Oddly, though they had been speaking a while, Ai Lin had not turned to face him again but had remained where she was, busying herself with preparations for the tea. When he had first mentioned freeing Bingwen Shi and bringing him home, he thought that perhaps her shoulders had slumped, just a little. But when at last she removed the kettle from the fire, filled the teapot and finally turned towards him, he could read nothing upon her face beyond a grateful smile.
“You are a worker of miracles,” she declared, her voice quavering. “Truly, is that all it takes to ensure his freedom?”
“It is no small matter for a family member to board a steamer so as to arrive in time to plead his case!” Mycroft declared. “Any delay, inclement weather, difficulties on arrival, all could cause such a plan to founder.”
Founder? Mycroft nearly bit off his tongue at this insensitive choice of words. But if Ai Lin noticed, she pretended otherwise.
“I have all confidence that it shall be done,” she declared, placing cups on a tray and bringing it to the table. “Bingwen Shi shall be spared, and I am glad of it.”
“As am I,” Mycroft said, meaning it. For as much as he would have desired a future with Ai Lin, it could not be. And certainly not at the cost of a man’s life.
Ai Lin took a sip of tea. Mycroft did the same, thinking that he had never tasted anything so wonderful—all because she had made it for him, with her very own hands.
“And so this is where my freedom ends!” she exclaimed.
Mycroft looked at her, startled.
“Forgive me, Mr. Holmes,” she said. “A well-brought-up Hakka woman does not speak of such things as love and marriage, and certainly not to a man. And I do not mean to burden you with my double-mindedness. You have done as my father requested, and it is in all ways admirable and extraordinary, which is what I have learned to expect from you…”
“What I hope is that you have kept train tickets,” Mycroft said, embarrassed. “Perhaps a hotel receipt, anything that can prove that he could not at the same time have been in London, arranging an arms purchase.”
“I have both his train ticket and mine, along with the hotel receipt with his signature. Bingwen suggested that I keep them as a memento, but I believe he was concerned that someone in his family might find them in his possession and unearth our terrible misdeed.”
“There is a ship leaving for Shanghai from Liverpool the day after tomorrow,” Mycroft said. “As the voyage will take between twenty to thirty days, your emissary would have to be aboard. If there is no room, I can call upon my resources to secure a first-class passage.”

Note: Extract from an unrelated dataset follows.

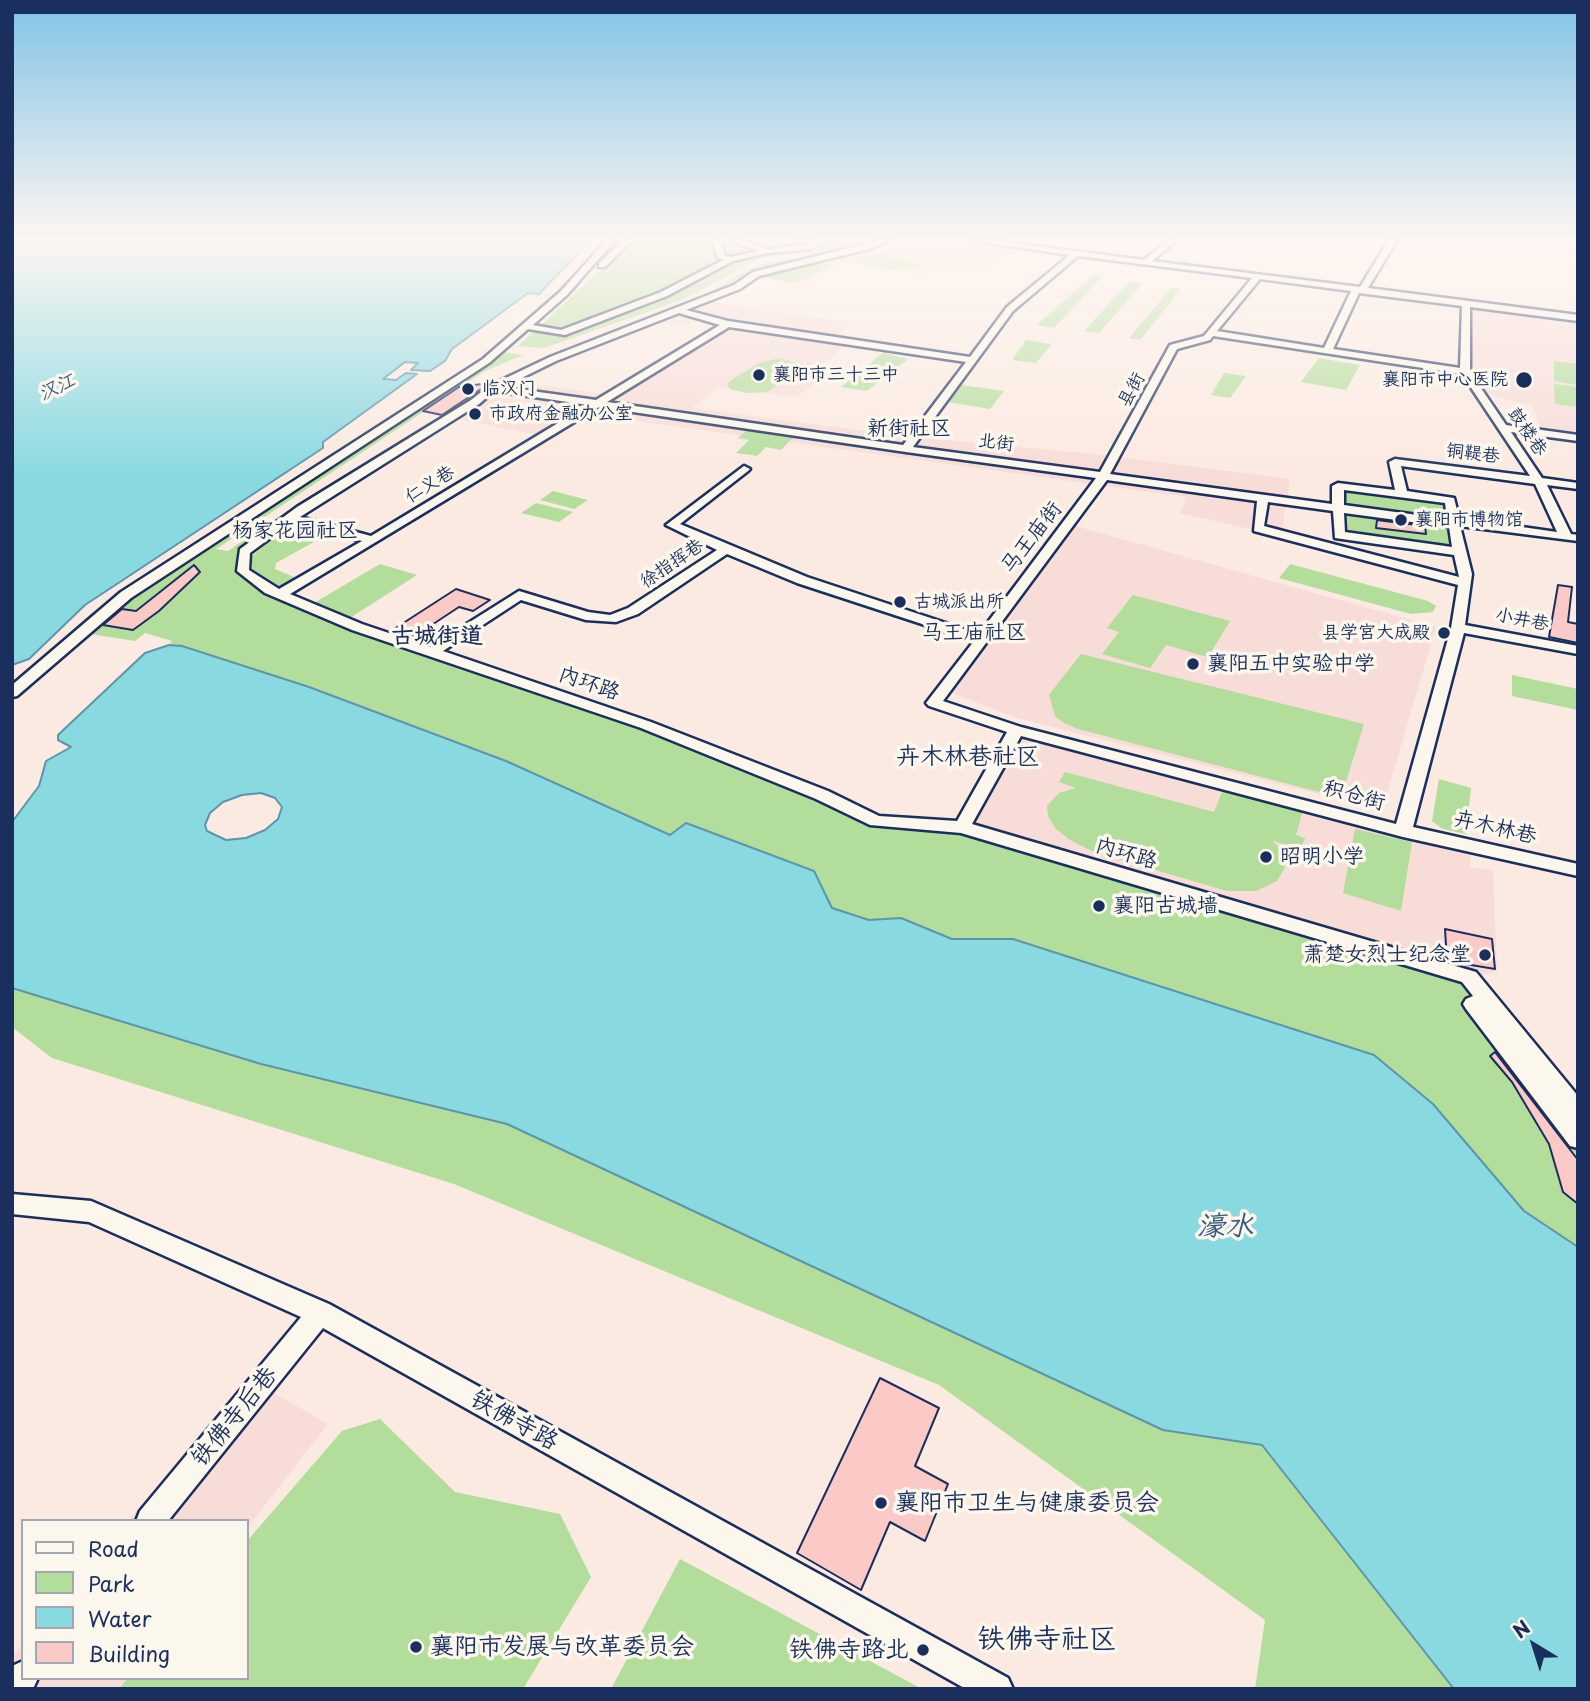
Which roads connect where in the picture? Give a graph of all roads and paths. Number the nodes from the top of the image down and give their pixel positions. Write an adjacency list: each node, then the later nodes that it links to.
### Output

“Again, I thank you,” Ai Lin said. “But there is no need. The Latitude and the Royal Richard are docked at the Victoria. My father is there now, overseeing the unloading of goods, for he is determined to have it executed tonight. For the very noble cause of rescuing my fiancé from certain death, he shall certainly provide one or the other.”
She took another sip of her tea and then added: “And though I grant you that the cost is quite dear, a steamer burdened by neither cargo nor passengers can increase its storage of coal. Without the constraint of stopping to refuel so frequently, we can hope to arrive sooner.”
“‘We’?” Mycroft repeated, assuming he had misheard.
“I meant myself and the crew.”
“You?” he exclaimed. “Absurd!”
He was on his feet before he could stop himself, looking down at her.
“Why, naturally!” she replied, slightly startled as she gazed up at him. “Who else should go, but I?”
“Miss Lin, truly, this is beyond the pale. Surely Mr. Shi has a male relative who can be persuaded to go to his rescue!”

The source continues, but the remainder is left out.